Improving the error term in a classic sieving problem

Question

I'm new to asking questions on MathOverflow, so forgive me if this question is not the kind of thing to be asked here.

Let $q$ be a positive integer and let $N$ be an integer with $1 \leq N \leq q$. The estimate $$ \sum_{\substack{n= 1\\ (n,q)=1}}^N 1 = N \frac{\phi(q)}{q} + O(2^{\omega(q)}) $$ is a classical and straightforward application of Mobius inversion. The error term can be given explicitly by $$ \sum_{d\mid q} \mu(d) \left\{ \frac{N}{d}\right\}. $$ If $q$ has few distinct prime factors, then the bound $$ \Big|\sum_{d\mid q} \mu(d) \left\{ \frac{N}{d}\right\}\Big| \leq 2^{\omega(q)} $$ is sharp. For instance, if $q=p^k$ for some prime $p$, then $2^{\omega(q)} = O(1)$. Writing $N=Mp+r$, where $0\leq r < p$, gives $$ \sum_{d\mid q} \mu(d) \left\{ \frac{N}{d}\right\} = - \frac{r}{p}, $$ and this can genuinely be size $O(1)$.

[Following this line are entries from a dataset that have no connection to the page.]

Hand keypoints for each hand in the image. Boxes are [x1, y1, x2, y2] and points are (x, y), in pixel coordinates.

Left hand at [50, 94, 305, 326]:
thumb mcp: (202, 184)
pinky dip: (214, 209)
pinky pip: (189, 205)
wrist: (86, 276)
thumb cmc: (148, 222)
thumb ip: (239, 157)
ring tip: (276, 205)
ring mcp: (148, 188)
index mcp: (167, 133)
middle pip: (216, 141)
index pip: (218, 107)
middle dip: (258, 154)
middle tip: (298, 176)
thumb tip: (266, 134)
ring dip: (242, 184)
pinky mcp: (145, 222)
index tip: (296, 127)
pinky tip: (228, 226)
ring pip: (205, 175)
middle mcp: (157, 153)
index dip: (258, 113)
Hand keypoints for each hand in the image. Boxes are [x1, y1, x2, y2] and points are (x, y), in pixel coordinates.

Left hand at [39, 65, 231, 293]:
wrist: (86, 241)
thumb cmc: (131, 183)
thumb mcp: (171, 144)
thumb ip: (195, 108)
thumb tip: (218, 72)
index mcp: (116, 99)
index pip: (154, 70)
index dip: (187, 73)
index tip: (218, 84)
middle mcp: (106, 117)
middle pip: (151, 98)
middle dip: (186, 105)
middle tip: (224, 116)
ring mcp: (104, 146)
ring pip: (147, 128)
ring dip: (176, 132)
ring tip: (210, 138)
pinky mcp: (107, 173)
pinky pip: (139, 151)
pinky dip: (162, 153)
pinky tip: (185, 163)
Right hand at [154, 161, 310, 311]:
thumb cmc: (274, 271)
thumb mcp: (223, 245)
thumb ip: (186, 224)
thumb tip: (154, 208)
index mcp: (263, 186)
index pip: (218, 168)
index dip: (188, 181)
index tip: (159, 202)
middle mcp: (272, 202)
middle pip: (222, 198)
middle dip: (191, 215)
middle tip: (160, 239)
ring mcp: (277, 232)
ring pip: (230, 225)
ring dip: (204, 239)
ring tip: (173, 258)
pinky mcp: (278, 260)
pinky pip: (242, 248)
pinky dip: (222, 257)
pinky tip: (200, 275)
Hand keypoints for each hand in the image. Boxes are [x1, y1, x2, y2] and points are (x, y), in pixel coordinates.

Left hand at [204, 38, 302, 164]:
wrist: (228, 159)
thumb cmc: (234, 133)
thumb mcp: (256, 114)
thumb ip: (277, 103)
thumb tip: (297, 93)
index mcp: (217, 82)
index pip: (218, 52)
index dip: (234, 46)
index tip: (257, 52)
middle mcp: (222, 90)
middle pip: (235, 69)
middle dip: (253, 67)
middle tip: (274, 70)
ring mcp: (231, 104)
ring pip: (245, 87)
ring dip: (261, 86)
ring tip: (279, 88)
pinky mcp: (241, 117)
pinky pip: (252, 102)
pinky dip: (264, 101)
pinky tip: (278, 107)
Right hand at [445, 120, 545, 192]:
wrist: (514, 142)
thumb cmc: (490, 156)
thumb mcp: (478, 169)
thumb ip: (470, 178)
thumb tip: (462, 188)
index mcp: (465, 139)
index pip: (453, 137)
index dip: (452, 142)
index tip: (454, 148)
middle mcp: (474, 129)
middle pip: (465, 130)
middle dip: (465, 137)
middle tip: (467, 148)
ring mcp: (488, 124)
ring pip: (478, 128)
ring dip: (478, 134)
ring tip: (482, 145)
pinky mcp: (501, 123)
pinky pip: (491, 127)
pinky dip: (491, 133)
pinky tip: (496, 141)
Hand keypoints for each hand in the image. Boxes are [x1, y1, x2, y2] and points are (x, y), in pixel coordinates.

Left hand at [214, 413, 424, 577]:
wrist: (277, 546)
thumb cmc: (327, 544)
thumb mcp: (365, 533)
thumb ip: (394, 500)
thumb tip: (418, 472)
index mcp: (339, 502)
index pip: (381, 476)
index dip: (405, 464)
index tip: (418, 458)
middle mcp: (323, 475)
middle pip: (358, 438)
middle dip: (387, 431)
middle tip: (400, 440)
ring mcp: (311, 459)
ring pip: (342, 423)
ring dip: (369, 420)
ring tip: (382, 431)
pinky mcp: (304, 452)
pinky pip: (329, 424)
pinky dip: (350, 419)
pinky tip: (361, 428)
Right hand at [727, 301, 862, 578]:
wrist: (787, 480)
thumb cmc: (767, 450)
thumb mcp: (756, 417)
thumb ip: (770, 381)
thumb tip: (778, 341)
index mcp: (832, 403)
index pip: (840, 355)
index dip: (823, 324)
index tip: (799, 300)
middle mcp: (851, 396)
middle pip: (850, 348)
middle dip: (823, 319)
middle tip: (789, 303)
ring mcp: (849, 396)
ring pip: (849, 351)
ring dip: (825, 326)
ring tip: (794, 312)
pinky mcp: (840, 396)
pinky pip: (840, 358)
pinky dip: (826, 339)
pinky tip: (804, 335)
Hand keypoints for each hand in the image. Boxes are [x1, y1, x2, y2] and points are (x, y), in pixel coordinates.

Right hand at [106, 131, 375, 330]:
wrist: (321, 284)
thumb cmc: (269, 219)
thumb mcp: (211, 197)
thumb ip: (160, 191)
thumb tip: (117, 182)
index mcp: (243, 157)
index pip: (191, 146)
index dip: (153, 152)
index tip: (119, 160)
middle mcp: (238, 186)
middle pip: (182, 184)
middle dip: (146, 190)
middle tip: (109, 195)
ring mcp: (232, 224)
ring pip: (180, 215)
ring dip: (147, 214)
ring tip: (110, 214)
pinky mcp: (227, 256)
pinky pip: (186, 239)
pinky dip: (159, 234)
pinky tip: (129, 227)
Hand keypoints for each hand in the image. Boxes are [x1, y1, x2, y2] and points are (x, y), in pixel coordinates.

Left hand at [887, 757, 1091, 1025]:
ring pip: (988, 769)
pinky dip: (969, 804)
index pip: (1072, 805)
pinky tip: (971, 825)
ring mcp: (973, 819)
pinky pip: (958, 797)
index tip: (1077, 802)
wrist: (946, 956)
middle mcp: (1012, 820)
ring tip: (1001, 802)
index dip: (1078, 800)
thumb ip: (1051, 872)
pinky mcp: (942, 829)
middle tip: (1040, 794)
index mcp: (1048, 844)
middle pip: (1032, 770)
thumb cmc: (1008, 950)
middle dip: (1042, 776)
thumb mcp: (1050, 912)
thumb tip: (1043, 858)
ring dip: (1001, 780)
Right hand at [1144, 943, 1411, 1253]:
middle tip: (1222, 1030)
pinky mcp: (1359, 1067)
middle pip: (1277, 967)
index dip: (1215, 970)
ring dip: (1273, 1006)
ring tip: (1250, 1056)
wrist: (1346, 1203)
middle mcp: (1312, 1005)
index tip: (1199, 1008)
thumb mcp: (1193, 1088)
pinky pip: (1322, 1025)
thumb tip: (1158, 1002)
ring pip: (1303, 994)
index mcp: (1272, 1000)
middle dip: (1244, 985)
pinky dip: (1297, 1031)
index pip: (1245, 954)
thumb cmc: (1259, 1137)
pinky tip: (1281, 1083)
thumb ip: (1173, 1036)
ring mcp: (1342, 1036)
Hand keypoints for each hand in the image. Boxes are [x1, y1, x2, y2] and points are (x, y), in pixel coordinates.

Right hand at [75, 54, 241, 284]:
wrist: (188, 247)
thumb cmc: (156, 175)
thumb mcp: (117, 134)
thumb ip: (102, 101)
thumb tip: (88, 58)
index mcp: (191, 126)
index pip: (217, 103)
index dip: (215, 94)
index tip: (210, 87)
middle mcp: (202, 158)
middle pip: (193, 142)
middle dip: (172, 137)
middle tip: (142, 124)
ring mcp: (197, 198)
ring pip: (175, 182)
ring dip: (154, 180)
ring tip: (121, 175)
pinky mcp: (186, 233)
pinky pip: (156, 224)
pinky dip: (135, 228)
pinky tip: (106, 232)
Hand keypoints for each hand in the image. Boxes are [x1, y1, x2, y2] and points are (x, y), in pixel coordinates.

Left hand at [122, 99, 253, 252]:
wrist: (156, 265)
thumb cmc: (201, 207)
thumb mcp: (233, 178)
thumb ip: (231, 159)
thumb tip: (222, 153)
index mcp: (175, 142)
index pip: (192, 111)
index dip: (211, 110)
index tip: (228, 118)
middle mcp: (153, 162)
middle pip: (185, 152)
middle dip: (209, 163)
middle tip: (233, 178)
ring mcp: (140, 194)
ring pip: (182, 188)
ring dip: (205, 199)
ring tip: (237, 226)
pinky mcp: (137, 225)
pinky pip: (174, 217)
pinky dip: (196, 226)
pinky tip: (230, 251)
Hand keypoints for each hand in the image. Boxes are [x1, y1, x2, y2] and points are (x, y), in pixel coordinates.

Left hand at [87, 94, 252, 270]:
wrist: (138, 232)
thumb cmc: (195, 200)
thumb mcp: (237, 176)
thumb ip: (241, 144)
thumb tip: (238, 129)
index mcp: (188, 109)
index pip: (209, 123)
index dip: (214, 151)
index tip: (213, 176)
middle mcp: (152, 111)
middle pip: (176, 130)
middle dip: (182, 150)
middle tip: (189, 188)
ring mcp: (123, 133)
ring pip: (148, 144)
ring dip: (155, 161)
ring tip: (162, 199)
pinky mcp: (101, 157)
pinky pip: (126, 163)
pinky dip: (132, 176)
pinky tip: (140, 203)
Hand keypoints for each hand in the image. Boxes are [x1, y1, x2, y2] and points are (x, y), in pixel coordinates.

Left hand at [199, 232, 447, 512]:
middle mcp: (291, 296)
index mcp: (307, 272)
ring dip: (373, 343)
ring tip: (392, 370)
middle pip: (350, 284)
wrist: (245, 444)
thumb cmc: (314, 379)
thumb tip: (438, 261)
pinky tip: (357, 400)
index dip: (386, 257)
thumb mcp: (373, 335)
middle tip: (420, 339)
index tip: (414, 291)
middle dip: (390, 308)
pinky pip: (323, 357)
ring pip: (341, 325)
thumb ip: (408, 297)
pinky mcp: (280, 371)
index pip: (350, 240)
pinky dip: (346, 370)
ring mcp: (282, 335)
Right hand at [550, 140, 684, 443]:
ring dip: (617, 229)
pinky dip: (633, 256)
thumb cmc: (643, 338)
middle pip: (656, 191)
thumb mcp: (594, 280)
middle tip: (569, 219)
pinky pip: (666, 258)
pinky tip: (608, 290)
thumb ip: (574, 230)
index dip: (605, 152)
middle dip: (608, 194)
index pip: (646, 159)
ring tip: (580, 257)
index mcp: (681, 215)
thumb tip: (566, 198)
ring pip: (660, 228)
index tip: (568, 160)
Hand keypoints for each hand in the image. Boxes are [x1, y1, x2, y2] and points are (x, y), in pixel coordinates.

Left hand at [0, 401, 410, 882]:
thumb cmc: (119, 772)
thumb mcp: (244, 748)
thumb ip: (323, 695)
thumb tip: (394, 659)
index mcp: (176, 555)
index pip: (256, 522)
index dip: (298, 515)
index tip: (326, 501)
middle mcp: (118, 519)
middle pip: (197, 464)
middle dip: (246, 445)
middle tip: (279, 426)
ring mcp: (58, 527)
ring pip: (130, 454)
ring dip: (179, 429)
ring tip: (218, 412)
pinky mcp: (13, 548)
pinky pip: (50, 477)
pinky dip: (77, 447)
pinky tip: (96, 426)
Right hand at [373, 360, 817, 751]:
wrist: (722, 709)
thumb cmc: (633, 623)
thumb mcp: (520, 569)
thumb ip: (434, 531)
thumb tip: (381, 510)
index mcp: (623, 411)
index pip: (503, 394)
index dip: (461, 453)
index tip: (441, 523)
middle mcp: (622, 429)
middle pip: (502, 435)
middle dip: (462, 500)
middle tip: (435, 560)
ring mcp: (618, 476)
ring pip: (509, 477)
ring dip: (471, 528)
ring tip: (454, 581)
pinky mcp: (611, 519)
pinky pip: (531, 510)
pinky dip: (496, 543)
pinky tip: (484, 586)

On the other hand, I suspect that the bound $2^{\omega(q)}$ is quite wasteful when $q$ has many distinct prime factors. From some numerical calculations ($q \leq 10^6$), I suspect that $$ \tag{1} \Big|\sum_{d\mid q} \mu(d) \left\{ \frac{N}{d}\right\}\Big| \ll \log\log q. $$ If, if for instance, $q$ is the product of the first $k$ primes, then $q \ll (k\log k)^k$, and so $\log\log q \ll \log k$, whereas $2^{\omega(q)} = 2^k$. Thus my actual question:

Does the estimate (1) hold in general? It might be possible to establish this estimate using sieve methods (via upper and lower bounds on the original sum), but I am not familiar enough with sieve theory to pursue this avenue myself. I have not been able to find any results of this kind in the literature, so I would gladly welcome any ideas and/or references on this topic.

Answer 1

In fact there are moduli $q$ with arbitrarily many prime factors where the error term can be shown to be as large as $2^{\omega(q)-2}$. The following construction is due to D.H. Lehmer, The distribution of totatives.

Let $q$ be the product of $k$ distinct prime numbers all of which are $ 3 \pmod 4$, and take $N=q/4$. Then $\frac 12 -\{ N/d\} = \pm 1/4$ depending on whether $q/d$ has an even or odd number of prime factors. Therefore $$ \Big| \sum_{d|q} \mu(d) \{N/d\} \Big| = \Big| \sum_{d|q} \mu(d) (1/2- \{N/d\})\Big| = \frac 14 \sum_{d|q} |\mu(d)| = \frac 14 2^{\omega(q)}. $$

One interesting application of this idea (which is how I know it) is Montgomery's work on the error term in the counting function of $\phi(n)$: see Fluctuations in the mean ....

Answer 2

Let $p_1,\dots,p_k$ be the first $k$ primes. Let $q = p_1\dots p_k$. By CRT there's some $m \ge 1$ so that $m+j \equiv 0 \pmod{p_j}$ for $1 \le j \le k$. Then $$\sum_{\substack{n=1 \\ (n,q)=1}}^m 1 = \sum_{\substack{n=1 \\ (n,q) = 1}}^{m+k} 1,$$ while $$\left|(m+k)\frac{\phi(q)}{q}-m\frac{\phi(q)}{q}\right| = k\frac{\phi(q)}{q}.$$ So the error term at $m$ or at $m+k$ is at least $\frac{1}{2}k\frac{\phi(q)}{q}$, which is $\frac{1}{2}k\prod_{j=1}^k (1-\frac{1}{p_j})$, which is at least $ck/\log k$.